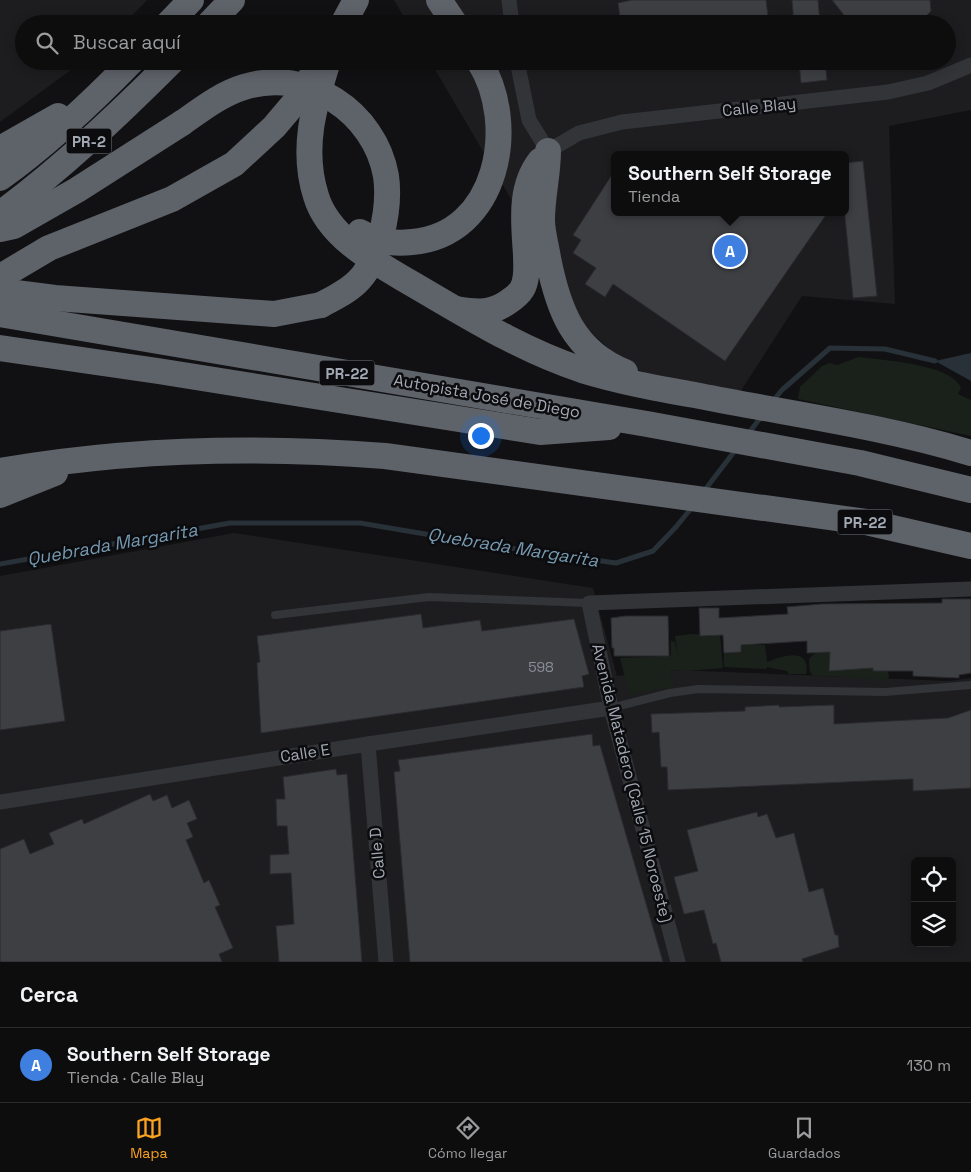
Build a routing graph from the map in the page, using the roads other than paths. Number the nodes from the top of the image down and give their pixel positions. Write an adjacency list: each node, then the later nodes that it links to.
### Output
1 (191, 0): 5 (highway)
2 (232, 0): 6 (highway)
3 (356, 0): 7 (highway)
4 (509, 0): 8 (street)
5 (177, 15)
6 (218, 15)
7 (348, 15)
8 (511, 15)
9 (971, 65): 18 (street, Calle Blay)
10 (123, 70): 16 (highway, PR-2)
11 (163, 70): 21 (highway, PR-2)
12 (315, 70): 23 (highway)
13 (325, 70): 19 (highway)
14 (485, 70): 19 (highway)
15 (519, 70): 18 (street)
16 (104, 90): 17 (highway); 20 (highway, PR-2)
17 (0, 149)
18 (548, 151): 25 (highway); 29 (highway)
19 (310, 169): 25 (highway)
20 (0, 178)
21 (0, 214)
22 (0, 229): 26 (highway, bridge)
23 (0, 277)
24 (0, 291): 26 (highway)
25 (452, 308): 29 (highway)
26 (51, 310): 27 (highway, Autopista José de Diego / PR-22); 30 (highway, Autopista José de Diego / PR-22)
27 (0, 314)
28 (0, 348): 30 (highway)
29 (699, 396): 31 (highway)
30 (647, 424): 34 (highway, Autopista José de Diego / PR-22)
31 (971, 453)
32 (83, 461): 33 (highway, PR-22); 35 (highway); 36 (highway, PR-22)
33 (0, 471)
34 (971, 490)
35 (0, 495)
36 (971, 546)
37 (971, 588): 38 (street)
38 (588, 603): 39 (lane); 41 (street, Avenida Matadero (Calle 15 Noroeste))
39 (275, 615)
40 (971, 685): 41 (lane)
41 (611, 708): 42 (street, Calle E); 45 (street, Avenida Matadero (Calle 15 Noroeste))
42 (368, 744): 43 (street, Calle E); 44 (street, Calle D)
43 (0, 802)
44 (386, 962)
45 (678, 962)

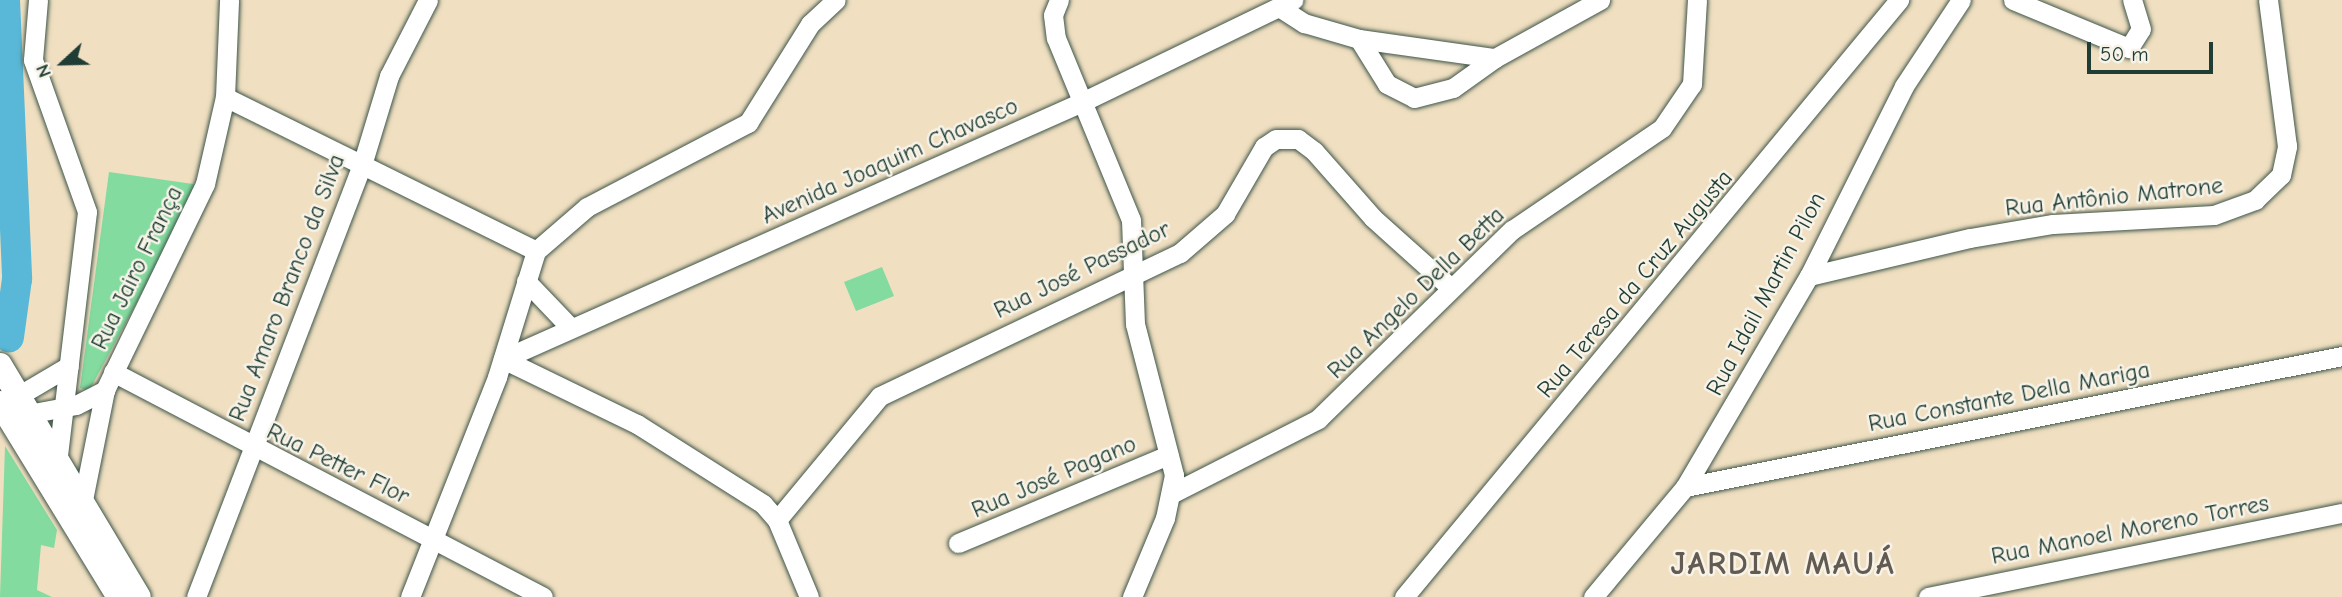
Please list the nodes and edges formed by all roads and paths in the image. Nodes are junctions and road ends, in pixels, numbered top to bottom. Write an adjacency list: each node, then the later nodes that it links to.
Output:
1 (38, 0): 28 (street)
2 (229, 0): 16 (street, Rua Jairo França)
3 (428, 0): 18 (street, Rua Amaro Branco da Silva)
4 (836, 0): 19 (street)
5 (1601, 0): 15 (street)
6 (1697, 0): 23 (street, Rua Angelo Della Betta)
7 (1899, 0): 49 (street, Rua Teresa da Cruz Augusta)
8 (1961, 0): 21 (street, Rua Idail Martin Pilon)
9 (2013, 0): 10 (street)
10 (2132, 0)
11 (2268, 0): 21 (street, Rua Antônio Matrone)
12 (1286, 3): 14 (street); 17 (street, Avenida Joaquim Chavasco)
13 (1052, 5): 17 (street)
14 (1359, 39): 15 (street); 15 (street)
15 (1495, 58)
16 (225, 97): 18 (street); 29 (street, Rua Jairo França)
17 (1080, 103): 20 (street); 24 (street, Avenida Joaquim Chavasco)
18 (362, 166): 19 (street); 32 (street, Rua Amaro Branco da Silva)
19 (536, 251): 22 (street)
20 (1132, 275): 23 (street, Rua José Passador); 33 (street); 39 (street, Rua José Passador)
21 (1810, 276): 35 (street, Rua Idail Martin Pilon)
22 (526, 281): 24 (street); 26 (street)
23 (1451, 288): 36 (street, Rua Angelo Della Betta)
24 (569, 326): 26 (street, Avenida Joaquim Chavasco)
25 (2342, 356): 35 (street, Rua Constante Della Mariga)
26 (503, 359): 39 (street); 40 (street)
27 (0, 365): 30 (main road)
28 (69, 366): 30 (street); 31 (street)
29 (109, 381): 31 (street, Rua Jairo França); 32 (street, Rua Petter Flor); 37 (street, Rua Jairo França)
30 (15, 404): 31 (street, Rua Jairo França); 34 (main road); 42 (main road)
31 (65, 408): 34 (street)
32 (251, 449): 40 (street, Rua Petter Flor); 44 (street, Rua Amaro Branco da Silva)
33 (1168, 455): 36 (street); 41 (street, Rua José Pagano)
34 (57, 462): 37 (main road)
35 (1685, 487): 50 (street, Rua Idail Martin Pilon)
36 (1172, 493): 48 (street)
37 (82, 505): 43 (main road)
38 (2342, 513): 51 (street, Rua Manoel Moreno Torres)
39 (777, 520): 47 (street)
40 (433, 539): 45 (street); 46 (street, Rua Petter Flor)
41 (958, 543)
42 (119, 597)
43 (139, 597)
44 (196, 597)
45 (410, 597)
46 (543, 597)
47 (809, 597)
48 (1132, 597)
49 (1404, 597)
50 (1592, 597)
51 (1928, 597)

+ + + +

» **TASK STATEMENT**: Look over the data above and show each line that contains "list".

» **FINISHED TASK**:
Build a routing graph from the map in the page, using the roads other than paths. Number the nodes from the top of the image down and give their pixel positions. Write an adjacency list: each node, then the later nodes that it links to.
Please list the nodes and edges formed by all roads and paths in the image. Nodes are junctions and road ends, in pixels, numbered top to bottom. Write an adjacency list: each node, then the later nodes that it links to.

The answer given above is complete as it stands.